Work instruction: Restate the records that follow. Every word must match.

Source material:
>>>
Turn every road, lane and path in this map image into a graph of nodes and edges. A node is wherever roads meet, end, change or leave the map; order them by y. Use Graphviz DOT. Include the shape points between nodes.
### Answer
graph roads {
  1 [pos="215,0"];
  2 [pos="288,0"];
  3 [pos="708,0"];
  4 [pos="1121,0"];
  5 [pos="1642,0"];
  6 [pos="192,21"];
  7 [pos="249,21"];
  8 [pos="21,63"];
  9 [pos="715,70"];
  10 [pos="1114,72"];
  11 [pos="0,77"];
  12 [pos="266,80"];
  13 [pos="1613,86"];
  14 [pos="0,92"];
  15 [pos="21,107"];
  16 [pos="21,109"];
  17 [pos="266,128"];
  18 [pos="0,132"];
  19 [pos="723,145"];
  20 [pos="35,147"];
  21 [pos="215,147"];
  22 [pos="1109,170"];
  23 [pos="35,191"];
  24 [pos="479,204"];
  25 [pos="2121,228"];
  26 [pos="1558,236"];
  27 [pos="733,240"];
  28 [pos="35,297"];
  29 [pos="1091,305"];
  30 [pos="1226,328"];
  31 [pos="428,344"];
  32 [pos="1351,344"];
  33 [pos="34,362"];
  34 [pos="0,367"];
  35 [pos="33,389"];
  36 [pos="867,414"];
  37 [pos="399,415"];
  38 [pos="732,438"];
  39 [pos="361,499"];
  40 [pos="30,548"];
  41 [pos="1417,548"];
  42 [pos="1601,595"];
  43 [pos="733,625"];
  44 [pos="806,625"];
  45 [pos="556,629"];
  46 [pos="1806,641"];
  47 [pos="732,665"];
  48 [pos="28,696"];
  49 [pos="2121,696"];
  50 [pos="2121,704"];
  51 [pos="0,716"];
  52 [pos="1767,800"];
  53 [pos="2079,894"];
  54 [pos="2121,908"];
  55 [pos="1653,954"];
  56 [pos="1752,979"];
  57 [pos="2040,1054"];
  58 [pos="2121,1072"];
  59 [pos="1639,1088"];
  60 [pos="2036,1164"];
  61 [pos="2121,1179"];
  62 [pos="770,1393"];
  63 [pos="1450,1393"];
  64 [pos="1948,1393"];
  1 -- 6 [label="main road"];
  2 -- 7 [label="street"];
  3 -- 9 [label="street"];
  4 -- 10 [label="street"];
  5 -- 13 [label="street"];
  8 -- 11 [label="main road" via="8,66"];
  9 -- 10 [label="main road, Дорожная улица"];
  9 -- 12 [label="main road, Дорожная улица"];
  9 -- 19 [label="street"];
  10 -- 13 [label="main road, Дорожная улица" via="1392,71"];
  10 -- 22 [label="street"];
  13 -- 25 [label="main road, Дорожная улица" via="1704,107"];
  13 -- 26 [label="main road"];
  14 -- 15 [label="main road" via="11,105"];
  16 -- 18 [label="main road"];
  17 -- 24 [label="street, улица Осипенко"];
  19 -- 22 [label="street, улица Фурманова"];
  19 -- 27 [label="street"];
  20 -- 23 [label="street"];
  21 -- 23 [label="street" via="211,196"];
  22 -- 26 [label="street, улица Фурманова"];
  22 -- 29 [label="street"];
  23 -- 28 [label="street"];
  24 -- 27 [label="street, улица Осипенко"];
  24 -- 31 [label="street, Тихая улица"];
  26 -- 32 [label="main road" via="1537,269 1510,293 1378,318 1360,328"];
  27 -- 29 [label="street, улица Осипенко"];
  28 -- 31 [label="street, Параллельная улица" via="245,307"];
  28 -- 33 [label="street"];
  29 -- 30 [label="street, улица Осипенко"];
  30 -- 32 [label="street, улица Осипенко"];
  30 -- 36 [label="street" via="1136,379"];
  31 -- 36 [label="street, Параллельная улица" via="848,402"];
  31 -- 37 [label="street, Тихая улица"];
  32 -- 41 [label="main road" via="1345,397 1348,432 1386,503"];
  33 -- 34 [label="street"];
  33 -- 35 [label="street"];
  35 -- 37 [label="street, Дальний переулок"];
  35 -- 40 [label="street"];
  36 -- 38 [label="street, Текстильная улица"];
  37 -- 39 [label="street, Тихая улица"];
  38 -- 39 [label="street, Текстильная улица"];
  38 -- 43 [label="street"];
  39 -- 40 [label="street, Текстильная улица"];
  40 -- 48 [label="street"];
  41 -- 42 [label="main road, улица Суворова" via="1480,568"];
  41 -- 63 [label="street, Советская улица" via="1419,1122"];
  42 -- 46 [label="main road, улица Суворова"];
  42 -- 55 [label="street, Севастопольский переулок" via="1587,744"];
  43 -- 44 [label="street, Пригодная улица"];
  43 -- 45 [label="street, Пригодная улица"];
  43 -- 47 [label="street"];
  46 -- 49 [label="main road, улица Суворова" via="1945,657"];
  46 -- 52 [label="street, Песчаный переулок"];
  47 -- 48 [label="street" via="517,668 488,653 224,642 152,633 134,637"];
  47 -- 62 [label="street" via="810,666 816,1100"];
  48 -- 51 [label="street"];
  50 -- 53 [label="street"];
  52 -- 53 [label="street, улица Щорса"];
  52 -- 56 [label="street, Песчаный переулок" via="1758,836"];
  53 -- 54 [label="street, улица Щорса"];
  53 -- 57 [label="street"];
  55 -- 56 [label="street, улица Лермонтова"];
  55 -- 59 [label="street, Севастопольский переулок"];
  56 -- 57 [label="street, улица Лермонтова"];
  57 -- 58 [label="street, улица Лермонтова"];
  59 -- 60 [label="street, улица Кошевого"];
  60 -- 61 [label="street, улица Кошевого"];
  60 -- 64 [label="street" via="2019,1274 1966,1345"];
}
<<<
Exercise output:
Turn every road, lane and path in this map image into a graph of nodes and edges. A node is wherever roads meet, end, change or leave the map; order them by y. Use Graphviz DOT. Include the shape points between nodes.
### Answer
graph roads {
  1 [pos="215,0"];
  2 [pos="288,0"];
  3 [pos="708,0"];
  4 [pos="1121,0"];
  5 [pos="1642,0"];
  6 [pos="192,21"];
  7 [pos="249,21"];
  8 [pos="21,63"];
  9 [pos="715,70"];
  10 [pos="1114,72"];
  11 [pos="0,77"];
  12 [pos="266,80"];
  13 [pos="1613,86"];
  14 [pos="0,92"];
  15 [pos="21,107"];
  16 [pos="21,109"];
  17 [pos="266,128"];
  18 [pos="0,132"];
  19 [pos="723,145"];
  20 [pos="35,147"];
  21 [pos="215,147"];
  22 [pos="1109,170"];
  23 [pos="35,191"];
  24 [pos="479,204"];
  25 [pos="2121,228"];
  26 [pos="1558,236"];
  27 [pos="733,240"];
  28 [pos="35,297"];
  29 [pos="1091,305"];
  30 [pos="1226,328"];
  31 [pos="428,344"];
  32 [pos="1351,344"];
  33 [pos="34,362"];
  34 [pos="0,367"];
  35 [pos="33,389"];
  36 [pos="867,414"];
  37 [pos="399,415"];
  38 [pos="732,438"];
  39 [pos="361,499"];
  40 [pos="30,548"];
  41 [pos="1417,548"];
  42 [pos="1601,595"];
  43 [pos="733,625"];
  44 [pos="806,625"];
  45 [pos="556,629"];
  46 [pos="1806,641"];
  47 [pos="732,665"];
  48 [pos="28,696"];
  49 [pos="2121,696"];
  50 [pos="2121,704"];
  51 [pos="0,716"];
  52 [pos="1767,800"];
  53 [pos="2079,894"];
  54 [pos="2121,908"];
  55 [pos="1653,954"];
  56 [pos="1752,979"];
  57 [pos="2040,1054"];
  58 [pos="2121,1072"];
  59 [pos="1639,1088"];
  60 [pos="2036,1164"];
  61 [pos="2121,1179"];
  62 [pos="770,1393"];
  63 [pos="1450,1393"];
  64 [pos="1948,1393"];
  1 -- 6 [label="main road"];
  2 -- 7 [label="street"];
  3 -- 9 [label="street"];
  4 -- 10 [label="street"];
  5 -- 13 [label="street"];
  8 -- 11 [label="main road" via="8,66"];
  9 -- 10 [label="main road, Дорожная улица"];
  9 -- 12 [label="main road, Дорожная улица"];
  9 -- 19 [label="street"];
  10 -- 13 [label="main road, Дорожная улица" via="1392,71"];
  10 -- 22 [label="street"];
  13 -- 25 [label="main road, Дорожная улица" via="1704,107"];
  13 -- 26 [label="main road"];
  14 -- 15 [label="main road" via="11,105"];
  16 -- 18 [label="main road"];
  17 -- 24 [label="street, улица Осипенко"];
  19 -- 22 [label="street, улица Фурманова"];
  19 -- 27 [label="street"];
  20 -- 23 [label="street"];
  21 -- 23 [label="street" via="211,196"];
  22 -- 26 [label="street, улица Фурманова"];
  22 -- 29 [label="street"];
  23 -- 28 [label="street"];
  24 -- 27 [label="street, улица Осипенко"];
  24 -- 31 [label="street, Тихая улица"];
  26 -- 32 [label="main road" via="1537,269 1510,293 1378,318 1360,328"];
  27 -- 29 [label="street, улица Осипенко"];
  28 -- 31 [label="street, Параллельная улица" via="245,307"];
  28 -- 33 [label="street"];
  29 -- 30 [label="street, улица Осипенко"];
  30 -- 32 [label="street, улица Осипенко"];
  30 -- 36 [label="street" via="1136,379"];
  31 -- 36 [label="street, Параллельная улица" via="848,402"];
  31 -- 37 [label="street, Тихая улица"];
  32 -- 41 [label="main road" via="1345,397 1348,432 1386,503"];
  33 -- 34 [label="street"];
  33 -- 35 [label="street"];
  35 -- 37 [label="street, Дальний переулок"];
  35 -- 40 [label="street"];
  36 -- 38 [label="street, Текстильная улица"];
  37 -- 39 [label="street, Тихая улица"];
  38 -- 39 [label="street, Текстильная улица"];
  38 -- 43 [label="street"];
  39 -- 40 [label="street, Текстильная улица"];
  40 -- 48 [label="street"];
  41 -- 42 [label="main road, улица Суворова" via="1480,568"];
  41 -- 63 [label="street, Советская улица" via="1419,1122"];
  42 -- 46 [label="main road, улица Суворова"];
  42 -- 55 [label="street, Севастопольский переулок" via="1587,744"];
  43 -- 44 [label="street, Пригодная улица"];
  43 -- 45 [label="street, Пригодная улица"];
  43 -- 47 [label="street"];
  46 -- 49 [label="main road, улица Суворова" via="1945,657"];
  46 -- 52 [label="street, Песчаный переулок"];
  47 -- 48 [label="street" via="517,668 488,653 224,642 152,633 134,637"];
  47 -- 62 [label="street" via="810,666 816,1100"];
  48 -- 51 [label="street"];
  50 -- 53 [label="street"];
  52 -- 53 [label="street, улица Щорса"];
  52 -- 56 [label="street, Песчаный переулок" via="1758,836"];
  53 -- 54 [label="street, улица Щорса"];
  53 -- 57 [label="street"];
  55 -- 56 [label="street, улица Лермонтова"];
  55 -- 59 [label="street, Севастопольский переулок"];
  56 -- 57 [label="street, улица Лермонтова"];
  57 -- 58 [label="street, улица Лермонтова"];
  59 -- 60 [label="street, улица Кошевого"];
  60 -- 61 [label="street, улица Кошевого"];
  60 -- 64 [label="street" via="2019,1274 1966,1345"];
}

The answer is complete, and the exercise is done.